Work to be completed. Search the entries for the word "roads" and pull out each line that has it.

START Entries provided

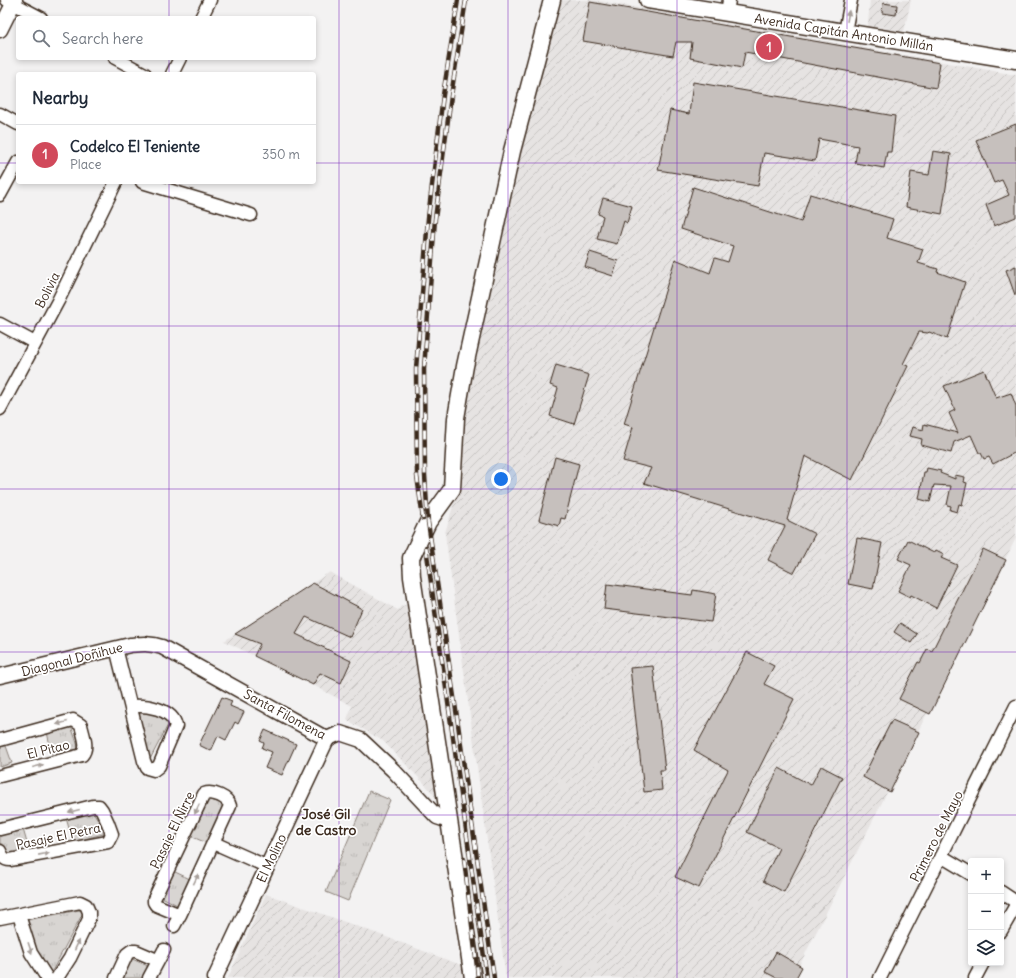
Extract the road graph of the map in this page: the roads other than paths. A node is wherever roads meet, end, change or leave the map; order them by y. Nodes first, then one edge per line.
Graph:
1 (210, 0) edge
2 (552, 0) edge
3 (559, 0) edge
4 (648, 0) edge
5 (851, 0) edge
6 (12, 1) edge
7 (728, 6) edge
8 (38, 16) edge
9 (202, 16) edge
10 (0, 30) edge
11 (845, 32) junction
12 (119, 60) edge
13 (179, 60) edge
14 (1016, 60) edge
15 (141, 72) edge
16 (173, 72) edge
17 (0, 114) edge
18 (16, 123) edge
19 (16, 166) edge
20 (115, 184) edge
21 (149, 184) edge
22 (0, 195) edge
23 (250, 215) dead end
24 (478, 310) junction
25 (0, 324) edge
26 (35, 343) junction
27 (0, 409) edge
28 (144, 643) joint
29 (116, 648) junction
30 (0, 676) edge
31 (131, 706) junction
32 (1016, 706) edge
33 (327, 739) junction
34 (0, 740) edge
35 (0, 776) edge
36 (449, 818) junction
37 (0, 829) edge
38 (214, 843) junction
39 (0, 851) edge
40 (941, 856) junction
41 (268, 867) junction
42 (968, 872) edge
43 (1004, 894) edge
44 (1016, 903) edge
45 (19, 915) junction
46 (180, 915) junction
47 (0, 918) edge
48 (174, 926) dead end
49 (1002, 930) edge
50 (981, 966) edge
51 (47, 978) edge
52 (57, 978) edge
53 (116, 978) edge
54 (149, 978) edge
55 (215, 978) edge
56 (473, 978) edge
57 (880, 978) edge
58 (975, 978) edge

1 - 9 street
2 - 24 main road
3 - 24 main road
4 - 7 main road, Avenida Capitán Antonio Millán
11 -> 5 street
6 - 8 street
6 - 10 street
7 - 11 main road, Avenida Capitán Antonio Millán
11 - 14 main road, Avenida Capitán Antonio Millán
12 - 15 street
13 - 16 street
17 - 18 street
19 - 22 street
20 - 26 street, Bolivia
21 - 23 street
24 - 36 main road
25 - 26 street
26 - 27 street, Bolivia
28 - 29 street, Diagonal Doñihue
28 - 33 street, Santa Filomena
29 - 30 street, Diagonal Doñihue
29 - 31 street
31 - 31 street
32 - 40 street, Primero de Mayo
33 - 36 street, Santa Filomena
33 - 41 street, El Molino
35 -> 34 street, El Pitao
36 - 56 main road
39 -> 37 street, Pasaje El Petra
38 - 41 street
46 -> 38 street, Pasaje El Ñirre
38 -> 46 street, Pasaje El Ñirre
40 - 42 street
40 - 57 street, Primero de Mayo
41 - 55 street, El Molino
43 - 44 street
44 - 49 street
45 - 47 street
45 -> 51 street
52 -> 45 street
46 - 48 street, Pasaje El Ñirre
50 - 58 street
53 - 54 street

END Entries provided
START Entries provided

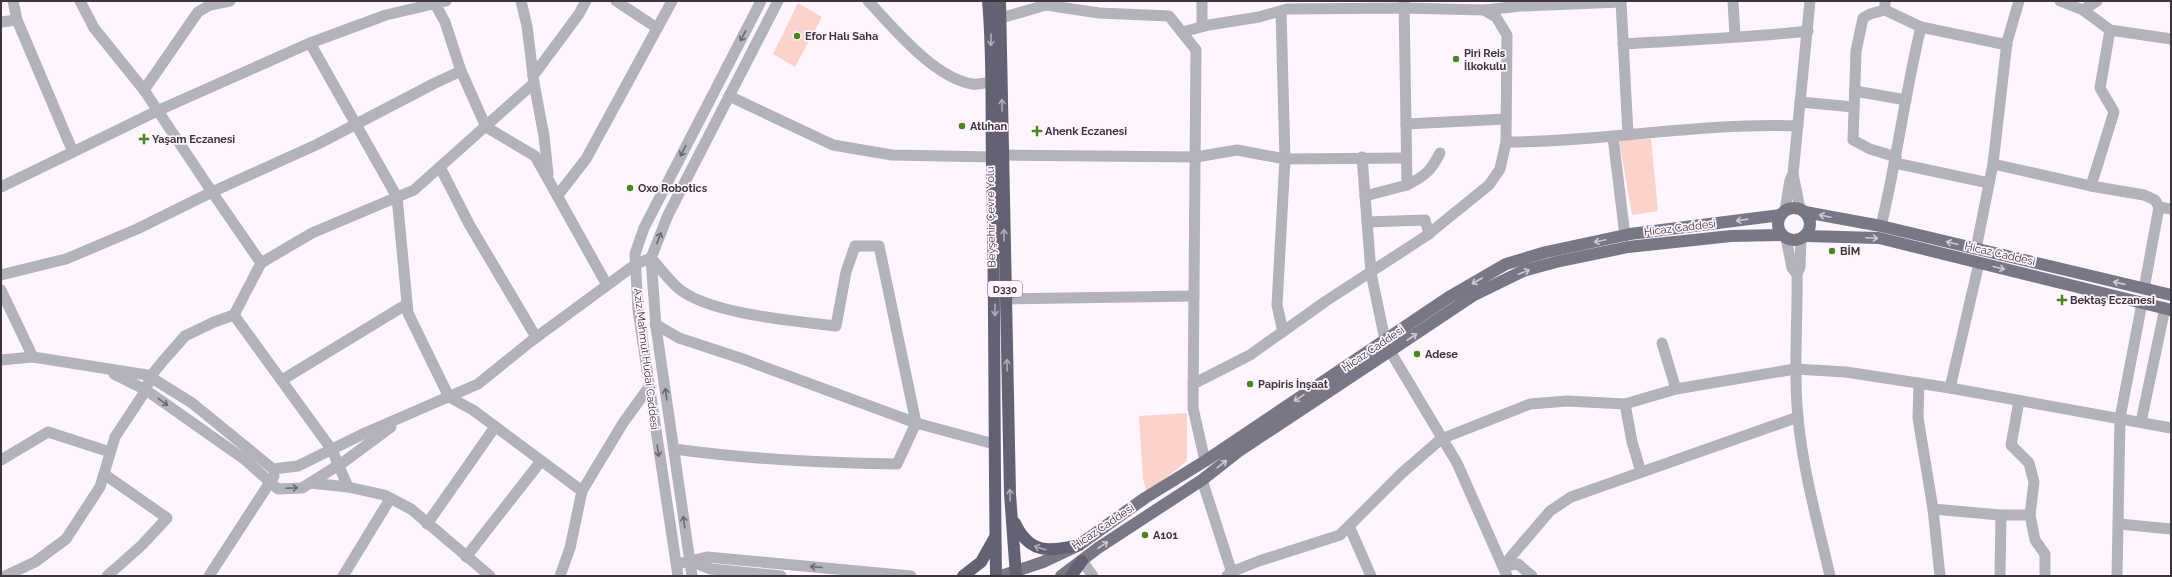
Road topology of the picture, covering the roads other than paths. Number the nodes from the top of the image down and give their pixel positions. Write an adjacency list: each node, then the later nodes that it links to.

END Entries provided

Problem solution.
Extract the road graph of the map in this page: the roads other than paths. A node is wherever roads meet, end, change or leave the map; order them by y. Nodes first, then one edge per line.
Road topology of the picture, covering the roads other than paths. Number the nodes from the top of the image down and give their pixel positions. Write an adjacency list: each node, then the later nodes that it links to.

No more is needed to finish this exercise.